Il a produit des pièces nouvelles.
b. Par réponse du 16 février 2024, la C______ a conclu au rejet de l'appel, sous suite de frais et dépens.
c. Les parties ont persisté dans leurs conclusions dans leurs écritures respectives de réplique, duplique, triplique et nouvelle duplique.
d. Elles ont été avisées le 15 avril 2024 par le greffe de la Cour que la cause était gardée à juger.
C. Les faits pertinents suivants ressortent de la procédure:
a. A______ est un ressortissant britannique, israélien et russe.
b. Il est titulaire de plusieurs comptes auprès de différents établissements bancaires en Suisse, dont notamment C______ et E______.
c. Depuis le 23 mai 2019, il est titulaire d'une relation bancaire, référence n. 1______, auprès de la C______. A cette date, il a signé une déclaration A (Declaration of identity of the beneficial owner) de laquelle il ressort qu'il était alors domicilié à F______ (Royaume-Uni).
d. La monnaie de référence dudit compte est la livre sterling (GBP) avec diverses rubriques comptes courant en GBP (compte n. 1______/4______), CHF (compte n. 1______/5______), USD (compte n. 1______/6______) et EUR (compte n. 1______/2______). En l’état, le compte ne présente aucune liquidité en francs suisses. Il ne comprend que des euros et des dollars.

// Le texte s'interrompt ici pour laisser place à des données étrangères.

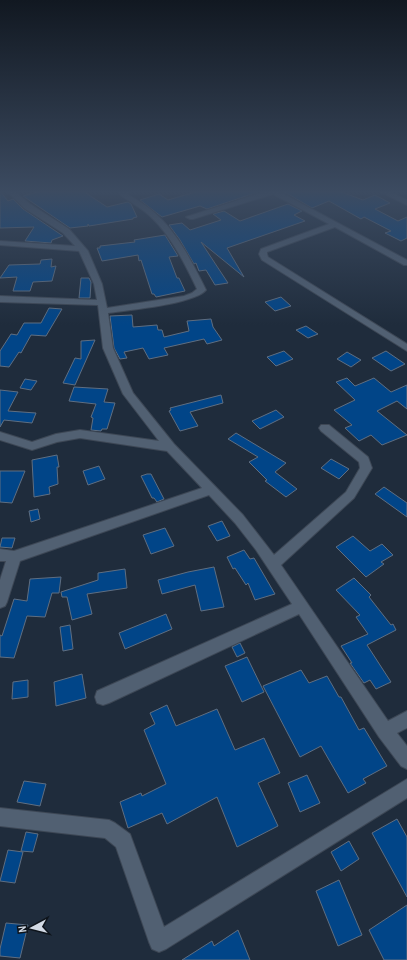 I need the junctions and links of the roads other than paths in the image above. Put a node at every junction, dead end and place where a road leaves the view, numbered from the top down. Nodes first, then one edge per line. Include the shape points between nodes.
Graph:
1 (70, 236) edge
2 (171, 236) edge
3 (305, 236) edge
4 (358, 236) edge
5 (0, 243) edge
6 (82, 249) junction
7 (407, 262) edge
8 (0, 299) edge
9 (103, 307) junction
10 (407, 348) edge
11 (325, 428) dead end
12 (0, 436) edge
13 (170, 447) junction
14 (211, 490) junction
15 (0, 555) edge
16 (14, 557) junction
17 (273, 564) junction
18 (0, 602) edge
19 (302, 606) junction
20 (104, 697) dead end
21 (407, 719) edge
22 (385, 731) junction
23 (407, 760) edge
24 (407, 788) edge
25 (0, 817) edge

1 - 6 street
2 - 9 street via 202,290 186,298
3 - 10 street via 264,251 263,254
4 - 7 street
5 - 6 street
6 - 9 street via 98,284
8 - 9 street
9 - 13 street via 108,348 128,394
11 - 17 street via 364,460 366,468 350,495
12 - 13 street via 32,446 80,434
13 - 14 street
14 - 16 street
14 - 17 street via 238,518
15 - 16 street
16 - 18 street
17 - 19 street
19 - 20 street
19 - 22 street
21 - 22 street
22 - 23 street
24 - 25 street via 159,942 123,840 109,829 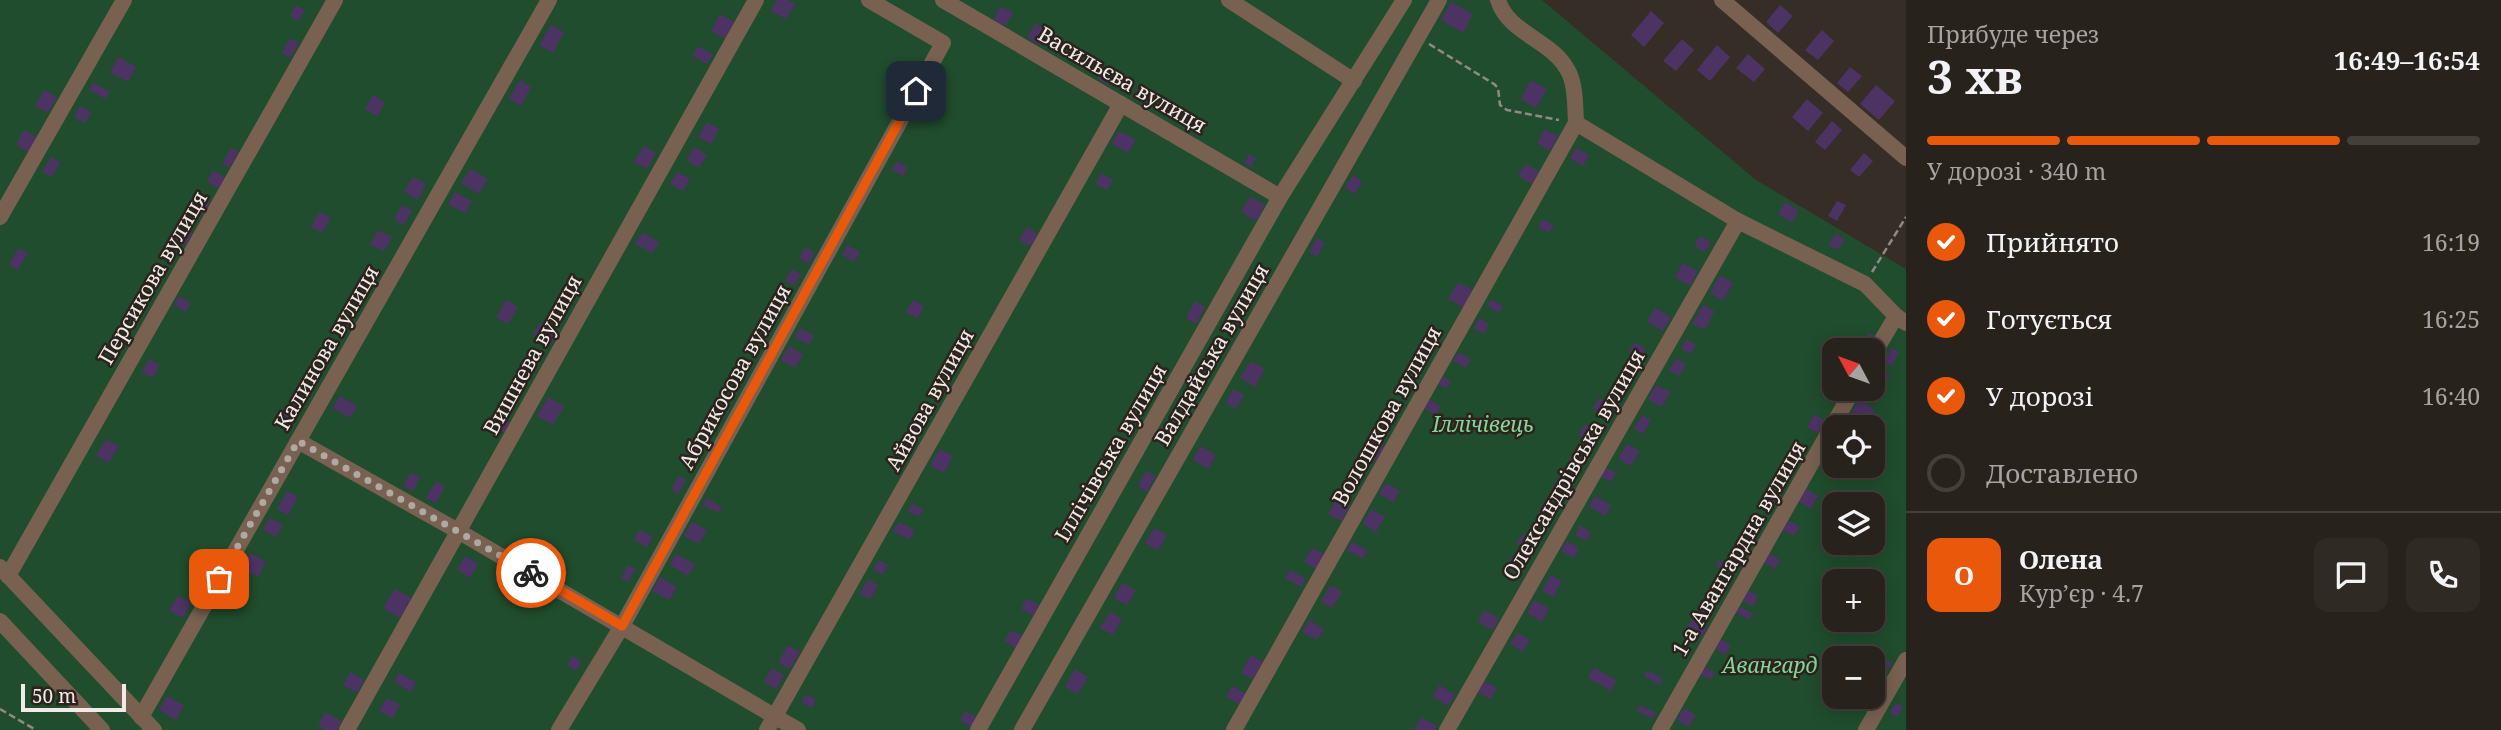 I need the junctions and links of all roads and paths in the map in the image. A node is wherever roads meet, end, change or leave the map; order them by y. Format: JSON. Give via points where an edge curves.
{"nodes":[{"id":1,"x":124,"y":0,"type":"edge"},
{"id":2,"x":335,"y":0,"type":"edge"},
{"id":3,"x":549,"y":0,"type":"edge"},
{"id":4,"x":756,"y":0,"type":"edge"},
{"id":5,"x":869,"y":0,"type":"edge"},
{"id":6,"x":943,"y":0,"type":"edge"},
{"id":7,"x":1229,"y":0,"type":"edge"},
{"id":8,"x":1404,"y":0,"type":"edge"},
{"id":9,"x":1438,"y":0,"type":"edge"},
{"id":10,"x":1498,"y":0,"type":"edge"},
{"id":11,"x":1722,"y":0,"type":"edge"},
{"id":12,"x":1418,"y":37,"type":"junction"},
{"id":13,"x":1354,"y":81,"type":"junction"},
{"id":14,"x":1121,"y":104,"type":"junction"},
{"id":15,"x":1576,"y":123,"type":"junction"},
{"id":16,"x":1906,"y":158,"type":"edge"},
{"id":17,"x":1280,"y":197,"type":"junction"},
{"id":18,"x":0,"y":217,"type":"edge"},
{"id":19,"x":1906,"y":217,"type":"edge"},
{"id":20,"x":1738,"y":221,"type":"junction"},
{"id":21,"x":1866,"y":284,"type":"junction"},
{"id":22,"x":1901,"y":319,"type":"edge"},
{"id":23,"x":1885,"y":340,"type":"edge"},
{"id":24,"x":1847,"y":401,"type":"edge"},
{"id":25,"x":298,"y":441,"type":"junction"},
{"id":26,"x":458,"y":531,"type":"junction"},
{"id":27,"x":4,"y":572,"type":"edge"},
{"id":28,"x":0,"y":621,"type":"edge"},
{"id":29,"x":622,"y":626,"type":"junction"},
{"id":30,"x":1906,"y":660,"type":"edge"},
{"id":31,"x":0,"y":709,"type":"edge"},
{"id":32,"x":141,"y":717,"type":"junction"},
{"id":33,"x":771,"y":723,"type":"edge"},
{"id":34,"x":36,"y":730,"type":"edge"},
{"id":35,"x":102,"y":730,"type":"edge"},
{"id":36,"x":154,"y":730,"type":"edge"},
{"id":37,"x":347,"y":730,"type":"edge"},
{"id":38,"x":559,"y":730,"type":"edge"},
{"id":39,"x":798,"y":730,"type":"edge"},
{"id":40,"x":978,"y":730,"type":"edge"},
{"id":41,"x":1023,"y":730,"type":"edge"},
{"id":42,"x":1234,"y":730,"type":"edge"},
{"id":43,"x":1447,"y":730,"type":"edge"},
{"id":44,"x":1660,"y":730,"type":"edge"},
{"id":45,"x":1866,"y":730,"type":"edge"}],
"edges":[{"from":1,"to":18,"type":"street"},
{"from":2,"to":27,"type":"street","name":"Персикова вулиця"},
{"from":3,"to":25,"type":"street","name":"Калинова вулиця"},
{"from":4,"to":26,"type":"street","name":"Вишнева вулиця"},
{"from":5,"to":29,"type":"street","name":"Абрикосова вулиця","via":[[943,43]]},
{"from":6,"to":14,"type":"street","name":"Васильєва вулиця"},
{"from":7,"to":13,"type":"street"},
{"from":8,"to":13,"type":"street","name":"Іллічівська вулиця"},
{"from":9,"to":12,"type":"street","name":"Валдайська вулиця"},
{"from":10,"to":15,"type":"street","via":[[1508,19],[1558,57],[1569,71]]},
{"from":11,"to":16,"type":"street"},
{"from":12,"to":15,"type":"path","via":[[1494,83],[1500,105],[1507,110]]},
{"from":12,"to":41,"type":"street","name":"Валдайська вулиця"},
{"from":13,"to":17,"type":"street","name":"Іллічівська вулиця"},
{"from":14,"to":17,"type":"street","name":"Васильєва вулиця"},
{"from":14,"to":33,"type":"street","name":"Айвова вулиця"},
{"from":15,"to":20,"type":"street"},
{"from":15,"to":42,"type":"street","name":"Волошкова вулиця"},
{"from":17,"to":40,"type":"street","name":"Іллічівська вулиця"},
{"from":19,"to":21,"type":"path"},
{"from":20,"to":21,"type":"street"},
{"from":20,"to":43,"type":"street","name":"Олександрівська вулиця"},
{"from":21,"to":22,"type":"street"},
{"from":22,"to":23,"type":"street"},
{"from":24,"to":44,"type":"street","name":"1-а Авангардна вулиця"},
{"from":25,"to":26,"type":"street"},
{"from":25,"to":32,"type":"street","name":"Калинова вулиця"},
{"from":26,"to":29,"type":"street"},
{"from":26,"to":37,"type":"street","name":"Вишнева вулиця"},
{"from":27,"to":32,"type":"street"},
{"from":28,"to":35,"type":"street"},
{"from":29,"to":33,"type":"street"},
{"from":29,"to":38,"type":"street","name":"Абрикосова вулиця"},
{"from":30,"to":45,"type":"street"},
{"from":31,"to":34,"type":"path"},
{"from":32,"to":36,"type":"street"},
{"from":33,"to":39,"type":"street"}]}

e. Lors de l’ouverture dudit compte, A______ a souscrit aux diverses conditions applicables au sein de la C______.
En particulier, l’article 22 des conditions générales de la banque « Compliance, disclosure and reporting obligations » réserve en substance à la banque la latitude de prendre toutes les mesures qu’elle juge appropriées afin de s’assurer le respect de toutes les obligations relatives à la prévention de fraude, blanchiment d’argent, la corruption, l’évasion fiscale, des activités terroristes et de la fourniture de services financiers ou autres services à des personnes pouvant faire l’objet d’un embargo ou de sanctions internationales, et pour s’acquitter de ces obligations ; que cela peut inclure des enquêtes, la non-exécution d’ordres et/ou le rejet de fonds ou d’actifs.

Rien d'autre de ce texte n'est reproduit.